##### Material for this exercise

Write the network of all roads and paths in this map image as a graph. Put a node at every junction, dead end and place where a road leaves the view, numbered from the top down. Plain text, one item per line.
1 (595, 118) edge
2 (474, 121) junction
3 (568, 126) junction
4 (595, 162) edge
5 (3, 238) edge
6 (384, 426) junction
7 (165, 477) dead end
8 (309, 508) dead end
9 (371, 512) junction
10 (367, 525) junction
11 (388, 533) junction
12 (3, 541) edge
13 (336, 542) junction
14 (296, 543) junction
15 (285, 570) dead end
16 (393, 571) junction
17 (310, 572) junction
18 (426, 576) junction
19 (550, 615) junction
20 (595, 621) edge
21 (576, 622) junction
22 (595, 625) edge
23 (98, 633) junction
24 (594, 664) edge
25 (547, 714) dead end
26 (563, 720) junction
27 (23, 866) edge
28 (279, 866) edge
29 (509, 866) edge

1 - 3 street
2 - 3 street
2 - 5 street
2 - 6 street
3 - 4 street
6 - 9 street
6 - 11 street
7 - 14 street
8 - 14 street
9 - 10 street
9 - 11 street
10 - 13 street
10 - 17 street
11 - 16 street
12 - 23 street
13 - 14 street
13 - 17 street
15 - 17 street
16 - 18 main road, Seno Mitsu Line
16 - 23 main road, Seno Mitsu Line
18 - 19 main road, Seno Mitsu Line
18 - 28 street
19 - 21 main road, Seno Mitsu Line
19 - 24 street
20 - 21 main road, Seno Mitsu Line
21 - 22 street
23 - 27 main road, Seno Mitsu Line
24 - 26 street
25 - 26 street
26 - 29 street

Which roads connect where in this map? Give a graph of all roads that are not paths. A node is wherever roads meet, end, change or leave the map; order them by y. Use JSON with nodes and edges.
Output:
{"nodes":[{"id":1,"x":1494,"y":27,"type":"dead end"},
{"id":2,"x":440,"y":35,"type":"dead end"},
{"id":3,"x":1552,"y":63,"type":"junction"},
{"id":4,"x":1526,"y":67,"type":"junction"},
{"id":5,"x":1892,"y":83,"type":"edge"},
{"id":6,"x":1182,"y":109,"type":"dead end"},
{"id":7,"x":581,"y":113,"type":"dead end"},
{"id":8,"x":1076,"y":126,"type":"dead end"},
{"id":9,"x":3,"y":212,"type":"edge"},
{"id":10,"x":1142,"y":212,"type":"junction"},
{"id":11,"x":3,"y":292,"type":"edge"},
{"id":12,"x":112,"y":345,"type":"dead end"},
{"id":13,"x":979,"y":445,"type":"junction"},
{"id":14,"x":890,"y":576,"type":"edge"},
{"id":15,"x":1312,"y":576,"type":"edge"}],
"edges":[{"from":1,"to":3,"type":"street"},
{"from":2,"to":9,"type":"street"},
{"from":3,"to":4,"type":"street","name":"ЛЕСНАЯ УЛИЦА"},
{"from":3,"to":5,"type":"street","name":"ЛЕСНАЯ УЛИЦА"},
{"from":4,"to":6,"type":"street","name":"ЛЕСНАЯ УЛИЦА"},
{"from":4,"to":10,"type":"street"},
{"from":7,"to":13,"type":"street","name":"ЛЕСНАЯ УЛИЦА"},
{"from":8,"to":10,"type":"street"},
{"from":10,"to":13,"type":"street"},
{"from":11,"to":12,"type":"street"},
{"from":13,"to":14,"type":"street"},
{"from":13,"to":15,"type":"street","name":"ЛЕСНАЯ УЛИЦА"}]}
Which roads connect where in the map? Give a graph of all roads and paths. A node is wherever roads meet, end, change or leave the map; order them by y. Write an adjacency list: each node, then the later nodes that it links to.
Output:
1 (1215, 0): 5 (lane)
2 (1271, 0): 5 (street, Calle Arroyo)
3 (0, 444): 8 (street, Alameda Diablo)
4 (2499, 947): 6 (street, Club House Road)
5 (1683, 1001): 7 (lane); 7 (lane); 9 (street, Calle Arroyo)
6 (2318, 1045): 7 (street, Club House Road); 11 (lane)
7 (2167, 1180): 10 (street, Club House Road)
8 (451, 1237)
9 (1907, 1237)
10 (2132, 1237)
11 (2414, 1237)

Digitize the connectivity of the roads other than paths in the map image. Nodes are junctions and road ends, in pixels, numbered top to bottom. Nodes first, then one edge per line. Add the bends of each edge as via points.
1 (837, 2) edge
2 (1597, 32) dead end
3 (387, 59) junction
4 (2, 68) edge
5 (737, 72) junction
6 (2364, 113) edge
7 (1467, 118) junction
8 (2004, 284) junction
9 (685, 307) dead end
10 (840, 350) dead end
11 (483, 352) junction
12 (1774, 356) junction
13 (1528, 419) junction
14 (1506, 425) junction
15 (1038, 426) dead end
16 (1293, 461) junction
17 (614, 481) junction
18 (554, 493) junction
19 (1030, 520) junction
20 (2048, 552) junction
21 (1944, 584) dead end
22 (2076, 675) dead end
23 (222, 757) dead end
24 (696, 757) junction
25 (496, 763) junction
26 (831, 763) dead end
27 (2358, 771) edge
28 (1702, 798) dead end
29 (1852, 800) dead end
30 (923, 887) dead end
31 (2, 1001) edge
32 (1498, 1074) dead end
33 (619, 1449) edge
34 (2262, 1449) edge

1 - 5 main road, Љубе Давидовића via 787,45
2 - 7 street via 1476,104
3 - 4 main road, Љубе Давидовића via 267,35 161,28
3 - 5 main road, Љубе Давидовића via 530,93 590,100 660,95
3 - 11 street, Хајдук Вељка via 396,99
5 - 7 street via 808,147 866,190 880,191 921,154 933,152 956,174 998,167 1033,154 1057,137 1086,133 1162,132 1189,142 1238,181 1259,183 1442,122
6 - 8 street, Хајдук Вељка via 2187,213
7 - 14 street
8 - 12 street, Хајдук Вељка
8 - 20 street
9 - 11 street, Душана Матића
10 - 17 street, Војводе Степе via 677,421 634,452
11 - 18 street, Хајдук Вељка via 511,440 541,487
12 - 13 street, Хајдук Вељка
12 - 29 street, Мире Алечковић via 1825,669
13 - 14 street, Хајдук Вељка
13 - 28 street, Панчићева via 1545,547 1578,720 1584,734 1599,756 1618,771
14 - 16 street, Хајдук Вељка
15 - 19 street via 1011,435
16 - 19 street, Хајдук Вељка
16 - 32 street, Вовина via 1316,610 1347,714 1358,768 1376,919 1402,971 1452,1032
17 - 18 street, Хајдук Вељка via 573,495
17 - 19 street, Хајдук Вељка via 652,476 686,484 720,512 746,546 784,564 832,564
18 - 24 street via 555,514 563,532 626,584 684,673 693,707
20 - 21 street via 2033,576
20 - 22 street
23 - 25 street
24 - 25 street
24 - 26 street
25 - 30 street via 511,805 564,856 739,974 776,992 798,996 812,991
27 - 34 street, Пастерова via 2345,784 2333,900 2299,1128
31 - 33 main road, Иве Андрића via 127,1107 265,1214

##########

* **Work to be completed**
Retype the listing above without a single difference.

* **Exercise answer**
Write the network of all roads and paths in this map image as a graph. Put a node at every junction, dead end and place where a road leaves the view, numbered from the top down. Plain text, one item per line.
1 (595, 118) edge
2 (474, 121) junction
3 (568, 126) junction
4 (595, 162) edge
5 (3, 238) edge
6 (384, 426) junction
7 (165, 477) dead end
8 (309, 508) dead end
9 (371, 512) junction
10 (367, 525) junction
11 (388, 533) junction
12 (3, 541) edge
13 (336, 542) junction
14 (296, 543) junction
15 (285, 570) dead end
16 (393, 571) junction
17 (310, 572) junction
18 (426, 576) junction
19 (550, 615) junction
20 (595, 621) edge
21 (576, 622) junction
22 (595, 625) edge
23 (98, 633) junction
24 (594, 664) edge
25 (547, 714) dead end
26 (563, 720) junction
27 (23, 866) edge
28 (279, 866) edge
29 (509, 866) edge

1 - 3 street
2 - 3 street
2 - 5 street
2 - 6 street
3 - 4 street
6 - 9 street
6 - 11 street
7 - 14 street
8 - 14 street
9 - 10 street
9 - 11 street
10 - 13 street
10 - 17 street
11 - 16 street
12 - 23 street
13 - 14 street
13 - 17 street
15 - 17 street
16 - 18 main road, Seno Mitsu Line
16 - 23 main road, Seno Mitsu Line
18 - 19 main road, Seno Mitsu Line
18 - 28 street
19 - 21 main road, Seno Mitsu Line
19 - 24 street
20 - 21 main road, Seno Mitsu Line
21 - 22 street
23 - 27 main road, Seno Mitsu Line
24 - 26 street
25 - 26 street
26 - 29 street

Which roads connect where in this map? Give a graph of all roads that are not paths. A node is wherever roads meet, end, change or leave the map; order them by y. Use JSON with nodes and edges.
Output:
{"nodes":[{"id":1,"x":1494,"y":27,"type":"dead end"},
{"id":2,"x":440,"y":35,"type":"dead end"},
{"id":3,"x":1552,"y":63,"type":"junction"},
{"id":4,"x":1526,"y":67,"type":"junction"},
{"id":5,"x":1892,"y":83,"type":"edge"},
{"id":6,"x":1182,"y":109,"type":"dead end"},
{"id":7,"x":581,"y":113,"type":"dead end"},
{"id":8,"x":1076,"y":126,"type":"dead end"},
{"id":9,"x":3,"y":212,"type":"edge"},
{"id":10,"x":1142,"y":212,"type":"junction"},
{"id":11,"x":3,"y":292,"type":"edge"},
{"id":12,"x":112,"y":345,"type":"dead end"},
{"id":13,"x":979,"y":445,"type":"junction"},
{"id":14,"x":890,"y":576,"type":"edge"},
{"id":15,"x":1312,"y":576,"type":"edge"}],
"edges":[{"from":1,"to":3,"type":"street"},
{"from":2,"to":9,"type":"street"},
{"from":3,"to":4,"type":"street","name":"ЛЕСНАЯ УЛИЦА"},
{"from":3,"to":5,"type":"street","name":"ЛЕСНАЯ УЛИЦА"},
{"from":4,"to":6,"type":"street","name":"ЛЕСНАЯ УЛИЦА"},
{"from":4,"to":10,"type":"street"},
{"from":7,"to":13,"type":"street","name":"ЛЕСНАЯ УЛИЦА"},
{"from":8,"to":10,"type":"street"},
{"from":10,"to":13,"type":"street"},
{"from":11,"to":12,"type":"street"},
{"from":13,"to":14,"type":"street"},
{"from":13,"to":15,"type":"street","name":"ЛЕСНАЯ УЛИЦА"}]}
Which roads connect where in the map? Give a graph of all roads and paths. A node is wherever roads meet, end, change or leave the map; order them by y. Write an adjacency list: each node, then the later nodes that it links to.
Output:
1 (1215, 0): 5 (lane)
2 (1271, 0): 5 (street, Calle Arroyo)
3 (0, 444): 8 (street, Alameda Diablo)
4 (2499, 947): 6 (street, Club House Road)
5 (1683, 1001): 7 (lane); 7 (lane); 9 (street, Calle Arroyo)
6 (2318, 1045): 7 (street, Club House Road); 11 (lane)
7 (2167, 1180): 10 (street, Club House Road)
8 (451, 1237)
9 (1907, 1237)
10 (2132, 1237)
11 (2414, 1237)

Digitize the connectivity of the roads other than paths in the map image. Nodes are junctions and road ends, in pixels, numbered top to bottom. Nodes first, then one edge per line. Add the bends of each edge as via points.
1 (837, 2) edge
2 (1597, 32) dead end
3 (387, 59) junction
4 (2, 68) edge
5 (737, 72) junction
6 (2364, 113) edge
7 (1467, 118) junction
8 (2004, 284) junction
9 (685, 307) dead end
10 (840, 350) dead end
11 (483, 352) junction
12 (1774, 356) junction
13 (1528, 419) junction
14 (1506, 425) junction
15 (1038, 426) dead end
16 (1293, 461) junction
17 (614, 481) junction
18 (554, 493) junction
19 (1030, 520) junction
20 (2048, 552) junction
21 (1944, 584) dead end
22 (2076, 675) dead end
23 (222, 757) dead end
24 (696, 757) junction
25 (496, 763) junction
26 (831, 763) dead end
27 (2358, 771) edge
28 (1702, 798) dead end
29 (1852, 800) dead end
30 (923, 887) dead end
31 (2, 1001) edge
32 (1498, 1074) dead end
33 (619, 1449) edge
34 (2262, 1449) edge

1 - 5 main road, Љубе Давидовића via 787,45
2 - 7 street via 1476,104
3 - 4 main road, Љубе Давидовића via 267,35 161,28
3 - 5 main road, Љубе Давидовића via 530,93 590,100 660,95
3 - 11 street, Хајдук Вељка via 396,99
5 - 7 street via 808,147 866,190 880,191 921,154 933,152 956,174 998,167 1033,154 1057,137 1086,133 1162,132 1189,142 1238,181 1259,183 1442,122
6 - 8 street, Хајдук Вељка via 2187,213
7 - 14 street
8 - 12 street, Хајдук Вељка
8 - 20 street
9 - 11 street, Душана Матића
10 - 17 street, Војводе Степе via 677,421 634,452
11 - 18 street, Хајдук Вељка via 511,440 541,487
12 - 13 street, Хајдук Вељка
12 - 29 street, Мире Алечковић via 1825,669
13 - 14 street, Хајдук Вељка
13 - 28 street, Панчићева via 1545,547 1578,720 1584,734 1599,756 1618,771
14 - 16 street, Хајдук Вељка
15 - 19 street via 1011,435
16 - 19 street, Хајдук Вељка
16 - 32 street, Вовина via 1316,610 1347,714 1358,768 1376,919 1402,971 1452,1032
17 - 18 street, Хајдук Вељка via 573,495
17 - 19 street, Хајдук Вељка via 652,476 686,484 720,512 746,546 784,564 832,564
18 - 24 street via 555,514 563,532 626,584 684,673 693,707
20 - 21 street via 2033,576
20 - 22 street
23 - 25 street
24 - 25 street
24 - 26 street
25 - 30 street via 511,805 564,856 739,974 776,992 798,996 812,991
27 - 34 street, Пастерова via 2345,784 2333,900 2299,1128
31 - 33 main road, Иве Андрића via 127,1107 265,1214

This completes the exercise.